Boda Cámara – Pereira

En la parroquia Nuestra Señora del Carmen consagraron su hogar los jóvenes Maikol Cámara Montes de Oca y Verónica Pereira Lemes, siendo acompañados por múltiples amistades y familiares, con su presencia les demostraron su afecto.
El templo lució una sobria pero atractiva decoración , sobre la mesa del altar se ubicó secuencia de rosas blancas.
La novia ingresó del brazo de su papá, su figura fue realzada con modelo blanco, corsage de encaje y falda en piel de ángel apenas acampanada y breve traine con los bordes bordado en pedrería, en el cabello peinado semi recogido lució tocado de flores blancas, mientras que el ramo de novia lo constituían bouquet de rosas blancas.

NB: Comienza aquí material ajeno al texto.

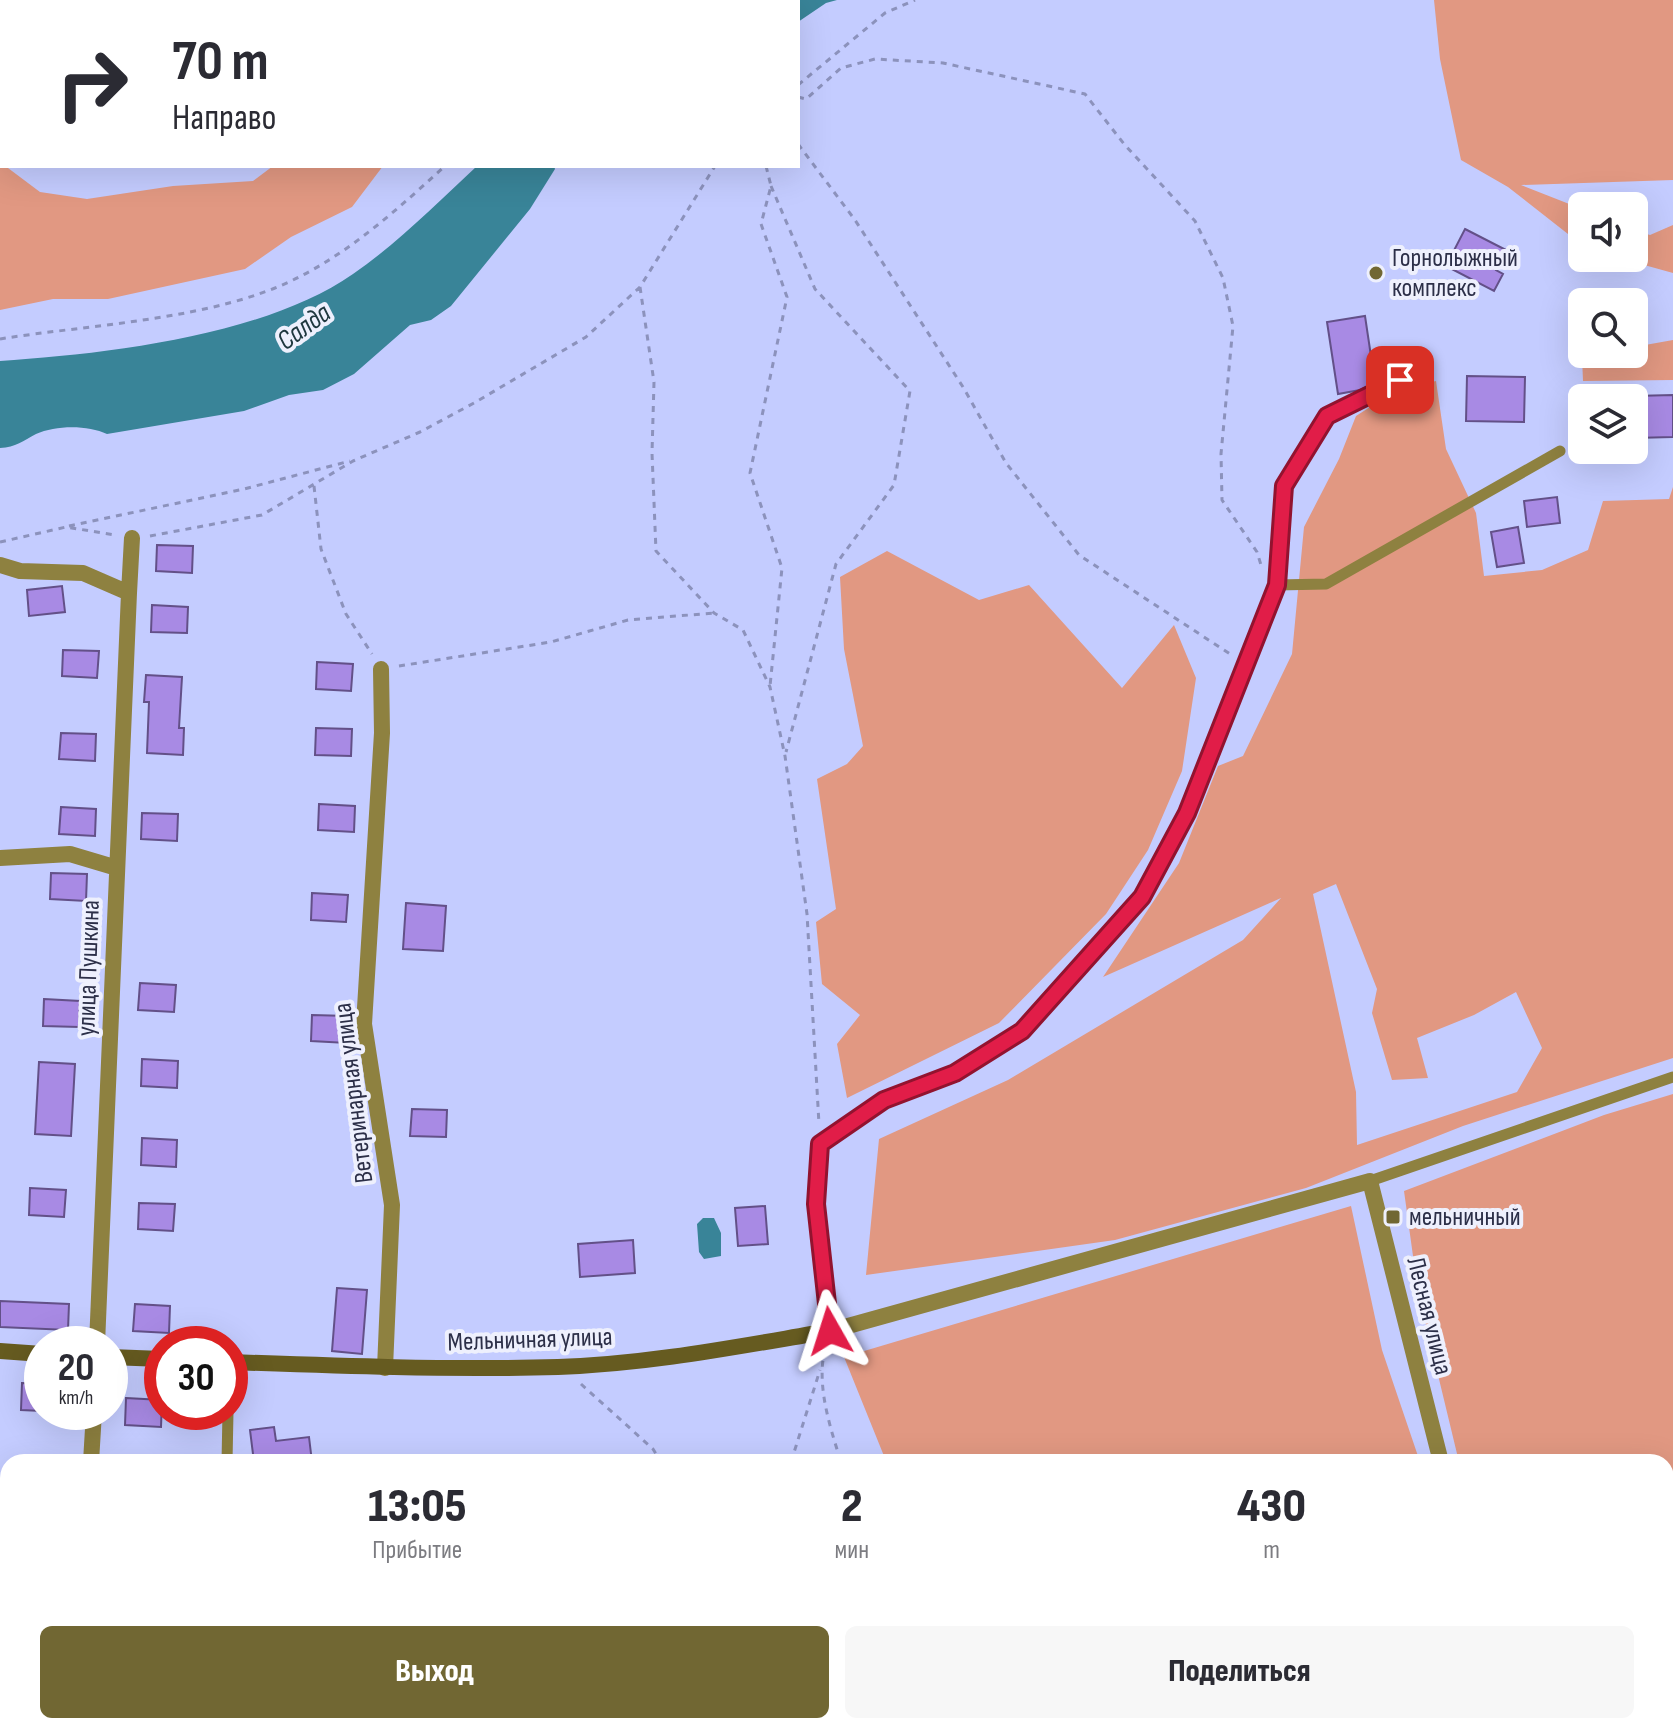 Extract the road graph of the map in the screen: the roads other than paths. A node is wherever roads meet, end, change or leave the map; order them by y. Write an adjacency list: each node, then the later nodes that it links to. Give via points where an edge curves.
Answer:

Una parejita de niños se adelantaron a su paso llevando las alianzas para su bendición. En el altar los novios fueron acompañados por los padrinos, ellos fueron: Carlos Pereira y Silvia Teresita Lemes, lució vestido color salmón combinando satén y encaje. Fredy Cámara y Ana Montes de Oca, lució vestido largo de encaje negro.
Durante la ceremonia familiares y amigos íntimos efectuaron las lecturas bíblicas y las peticiones por la felicidad del nuevo hogar.
Luego de recibir los saludos en el atrio se festejó el acontecimiento, el local fue decorado con muchas rosas blancas y fino follaje, las mesas fueron tendidas con manteles y cubre manteles de satén, llevaban al centro piezas metalizadas guarnecidas con rosas blancas.
Desde la entrada al salón se veían faroles con velones encendidos y otros con cascada de flores naturales, luego estos arreglos se distribuyeron en diferentes ángulos del salón.
Al llegar los noveles esposos comenzaron el vals, alternaron parejas por varios minutos, luego el animado baile marcó la alegría contando con la participación de un grupo en vivo, cerca de la madrugada otro grupo musical se hizo presente en la sala propiciando el reparto del colorido cotillón. La barra de tragos fue muy visitada durante toda la velada, al costado de tendió la mesa principal donde estaba la hermosa torta de bodas, una obra artesanal de masa pan y azúcar, representaba una capilla con los novios dentro.
Al amanecer finalizó la fiesta que dejó el mejor de los recuerdos nos solo para la pareja, sino para todos cuantos los acompañaron.